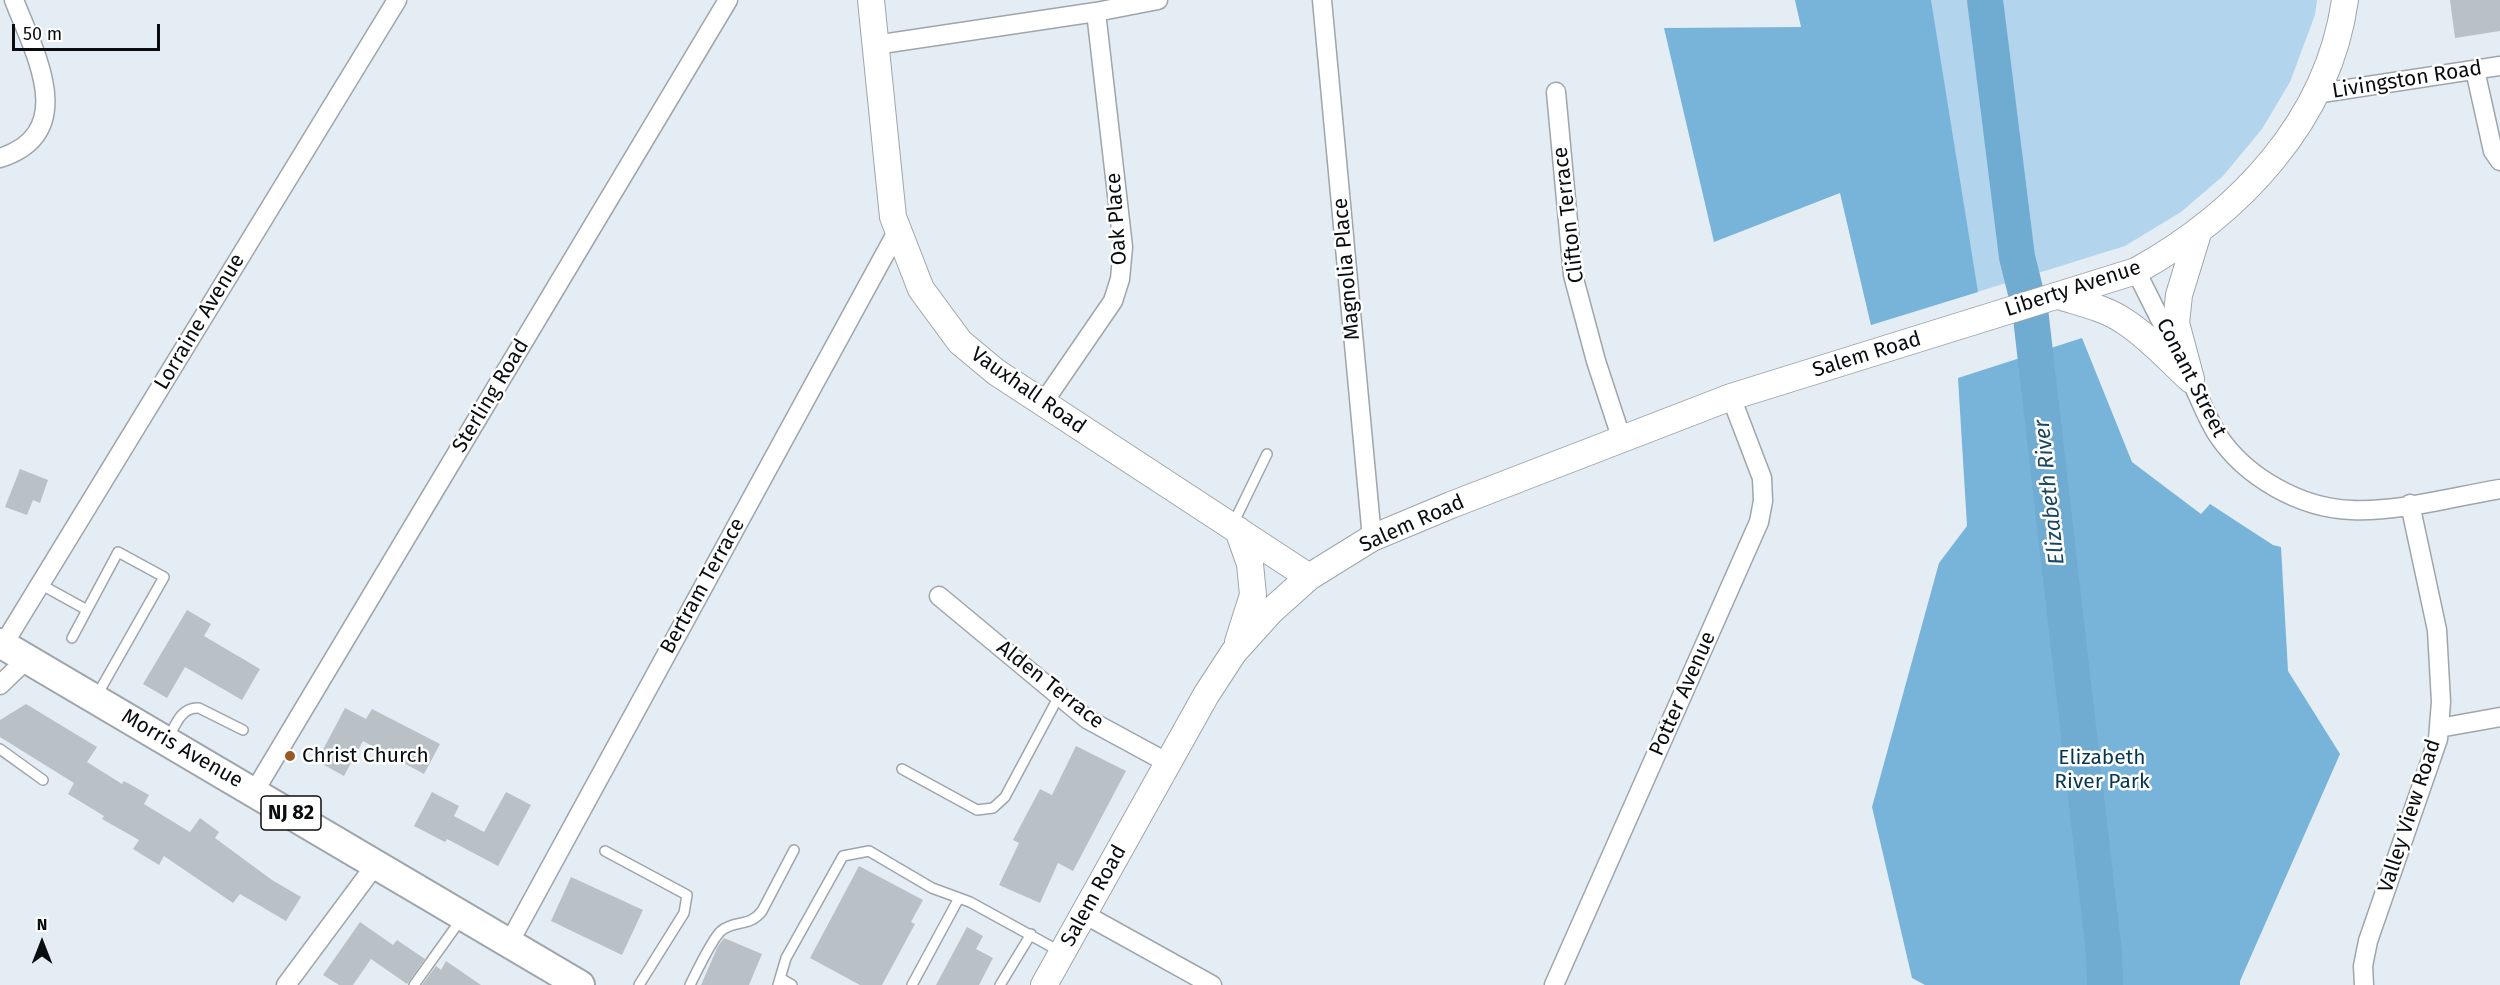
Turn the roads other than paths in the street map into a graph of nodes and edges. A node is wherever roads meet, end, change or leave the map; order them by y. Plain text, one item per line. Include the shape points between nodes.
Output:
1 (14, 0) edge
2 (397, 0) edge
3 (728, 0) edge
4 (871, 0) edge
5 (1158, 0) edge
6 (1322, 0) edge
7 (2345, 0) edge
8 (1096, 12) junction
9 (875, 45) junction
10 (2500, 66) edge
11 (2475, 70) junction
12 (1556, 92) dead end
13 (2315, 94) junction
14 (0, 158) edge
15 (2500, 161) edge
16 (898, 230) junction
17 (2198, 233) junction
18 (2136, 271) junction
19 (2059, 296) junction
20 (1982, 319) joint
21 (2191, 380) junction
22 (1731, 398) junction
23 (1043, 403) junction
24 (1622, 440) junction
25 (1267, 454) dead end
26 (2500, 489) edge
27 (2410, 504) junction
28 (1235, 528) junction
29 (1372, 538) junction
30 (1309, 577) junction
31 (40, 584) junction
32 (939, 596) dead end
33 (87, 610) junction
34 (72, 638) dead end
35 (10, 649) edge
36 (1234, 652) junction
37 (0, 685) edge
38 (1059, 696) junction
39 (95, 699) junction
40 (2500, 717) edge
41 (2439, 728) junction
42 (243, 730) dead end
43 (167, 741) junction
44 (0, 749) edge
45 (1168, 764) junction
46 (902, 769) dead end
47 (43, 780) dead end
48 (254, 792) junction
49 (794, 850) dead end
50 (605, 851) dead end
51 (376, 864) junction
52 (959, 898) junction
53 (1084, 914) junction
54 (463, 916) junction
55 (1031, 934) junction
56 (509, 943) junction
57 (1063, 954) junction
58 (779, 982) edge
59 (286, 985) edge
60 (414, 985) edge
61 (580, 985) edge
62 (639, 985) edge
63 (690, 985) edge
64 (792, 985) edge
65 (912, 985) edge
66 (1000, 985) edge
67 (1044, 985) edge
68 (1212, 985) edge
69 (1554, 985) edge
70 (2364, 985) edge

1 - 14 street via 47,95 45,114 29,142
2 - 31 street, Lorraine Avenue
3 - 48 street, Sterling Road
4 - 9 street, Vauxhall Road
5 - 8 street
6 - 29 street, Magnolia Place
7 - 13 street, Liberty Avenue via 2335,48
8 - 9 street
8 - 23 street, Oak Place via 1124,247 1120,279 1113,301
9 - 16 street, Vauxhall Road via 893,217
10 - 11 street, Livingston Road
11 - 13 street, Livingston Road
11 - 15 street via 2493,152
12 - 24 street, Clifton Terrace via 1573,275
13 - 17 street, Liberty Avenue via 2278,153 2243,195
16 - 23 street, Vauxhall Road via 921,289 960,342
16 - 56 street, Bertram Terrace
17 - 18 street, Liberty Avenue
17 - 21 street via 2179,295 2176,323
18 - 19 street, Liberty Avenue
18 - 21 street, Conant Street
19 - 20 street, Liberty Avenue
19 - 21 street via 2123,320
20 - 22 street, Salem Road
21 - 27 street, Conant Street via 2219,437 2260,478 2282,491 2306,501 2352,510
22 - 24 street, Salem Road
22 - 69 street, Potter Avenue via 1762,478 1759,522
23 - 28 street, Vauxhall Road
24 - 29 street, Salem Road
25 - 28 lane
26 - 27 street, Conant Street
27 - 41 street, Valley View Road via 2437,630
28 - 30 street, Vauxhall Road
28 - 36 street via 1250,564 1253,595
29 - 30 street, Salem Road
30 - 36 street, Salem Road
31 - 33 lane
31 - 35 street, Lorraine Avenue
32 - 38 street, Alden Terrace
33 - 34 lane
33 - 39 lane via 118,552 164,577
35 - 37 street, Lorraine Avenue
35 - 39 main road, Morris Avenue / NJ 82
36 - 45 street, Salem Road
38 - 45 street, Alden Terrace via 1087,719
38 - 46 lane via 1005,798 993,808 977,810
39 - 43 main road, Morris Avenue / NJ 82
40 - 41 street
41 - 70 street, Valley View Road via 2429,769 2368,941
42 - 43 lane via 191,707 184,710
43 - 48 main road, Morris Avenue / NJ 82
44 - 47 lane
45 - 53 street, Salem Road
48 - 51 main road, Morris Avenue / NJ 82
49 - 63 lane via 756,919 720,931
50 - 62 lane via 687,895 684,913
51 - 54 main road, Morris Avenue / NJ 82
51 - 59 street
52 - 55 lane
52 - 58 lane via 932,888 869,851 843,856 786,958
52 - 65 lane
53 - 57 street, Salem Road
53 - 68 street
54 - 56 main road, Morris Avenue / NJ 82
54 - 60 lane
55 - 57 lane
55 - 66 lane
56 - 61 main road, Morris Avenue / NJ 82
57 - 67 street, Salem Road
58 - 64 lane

·····

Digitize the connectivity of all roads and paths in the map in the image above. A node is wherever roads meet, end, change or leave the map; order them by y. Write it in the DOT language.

·····

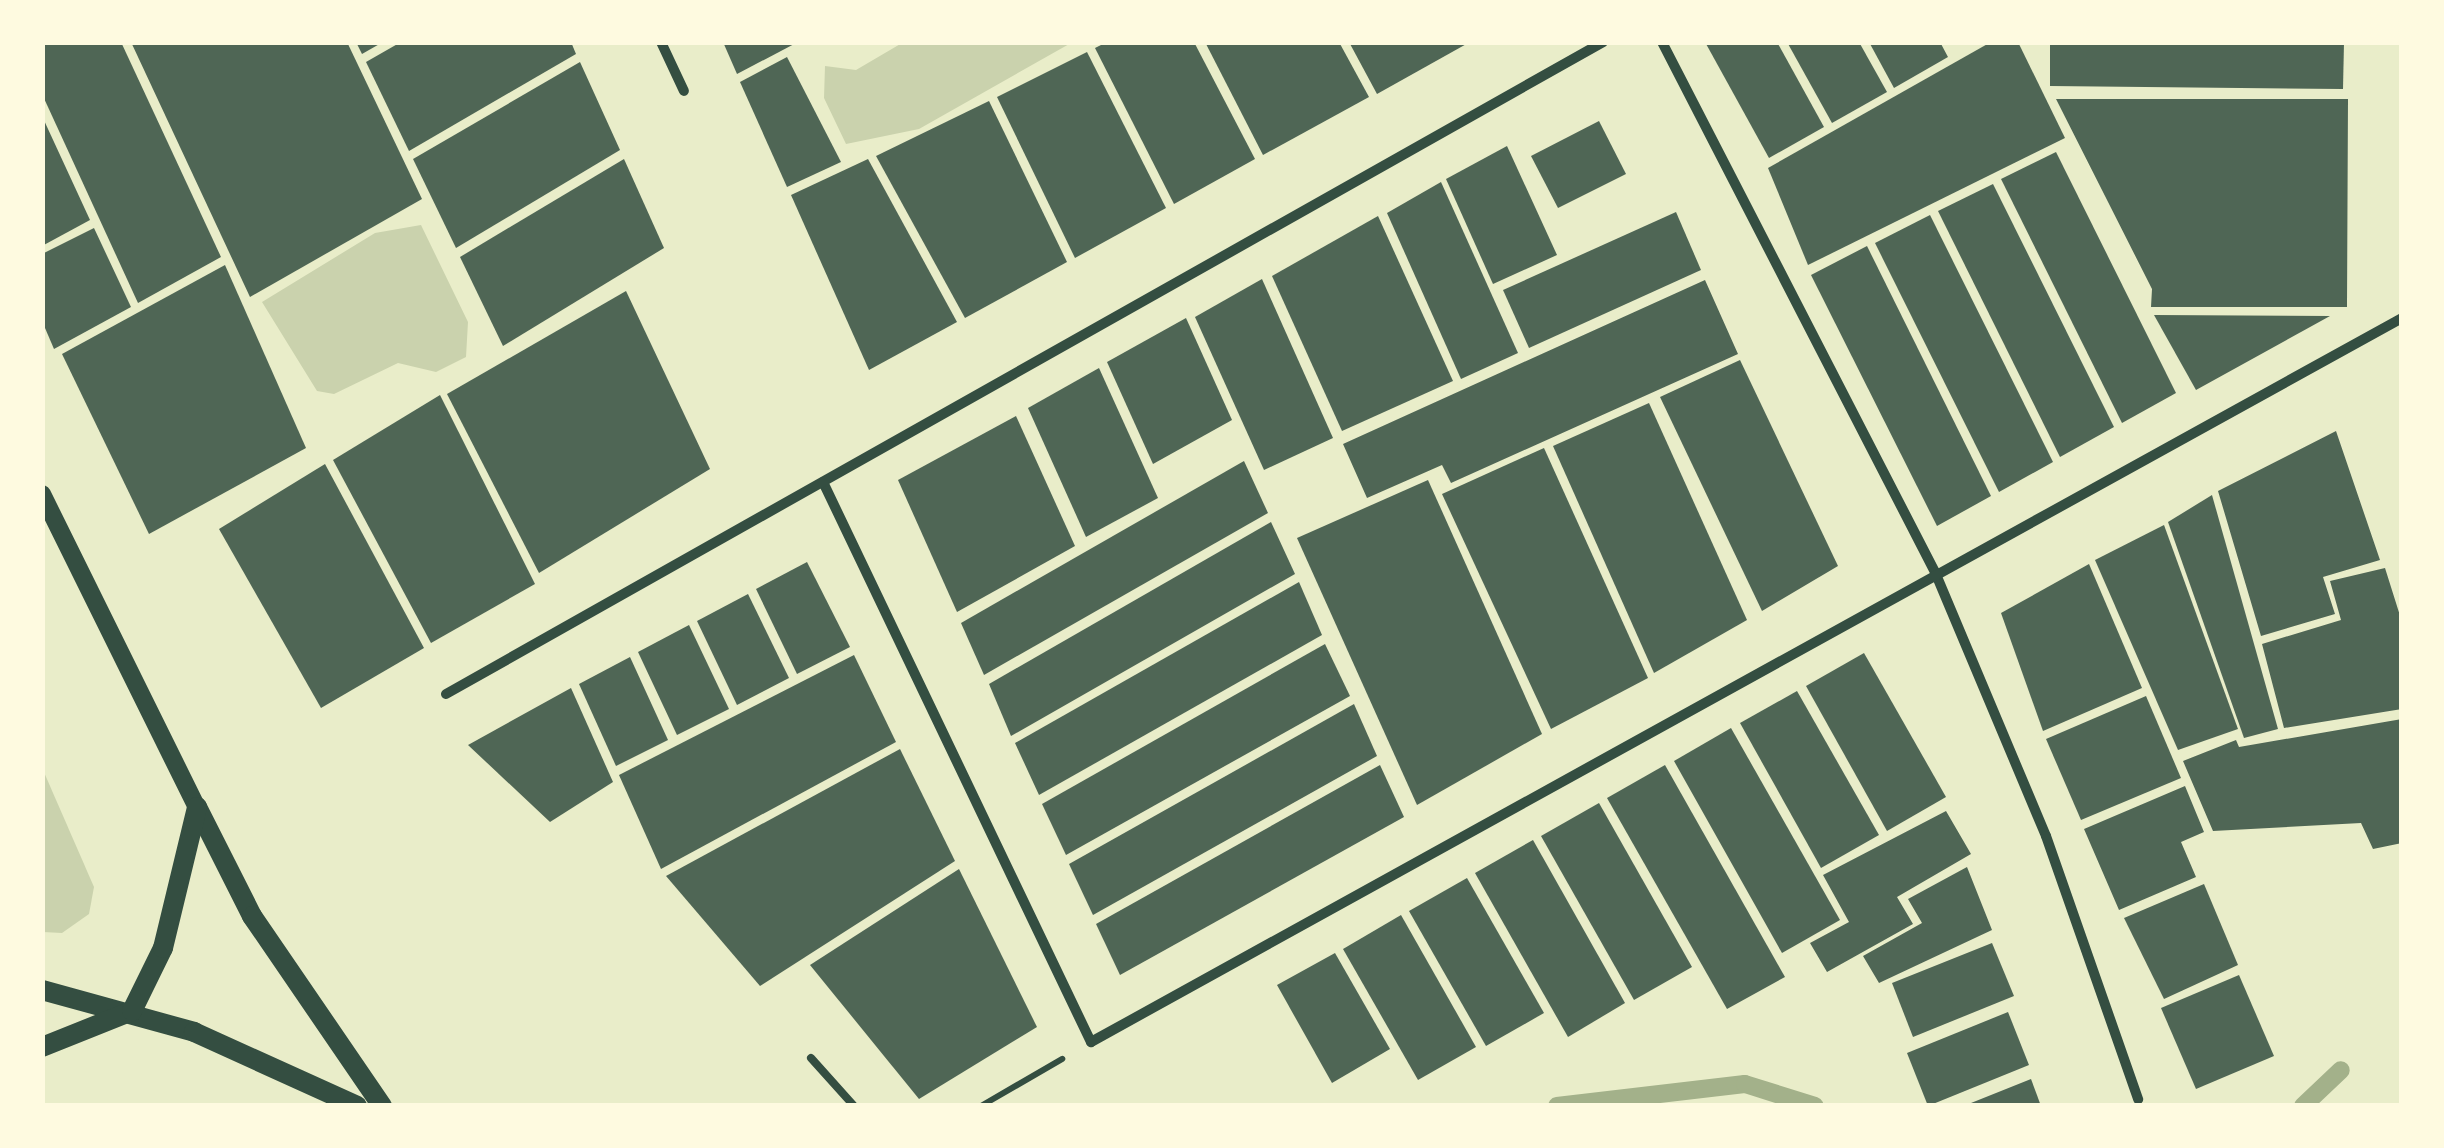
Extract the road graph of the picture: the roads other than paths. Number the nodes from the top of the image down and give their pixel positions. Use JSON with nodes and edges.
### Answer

·····

■ Task to carry out: For each line in the entries that holds "other", return that line.

■ Completed task:
Turn the roads other than paths in the street map into a graph of nodes and edges. A node is wherever roads meet, end, change or leave the map; order them by y. Plain text, one item per line. Include the shape points between nodes.
Extract the road graph of the picture: the roads other than paths. Number the nodes from the top of the image down and give their pixel positions. Use JSON with nodes and edges.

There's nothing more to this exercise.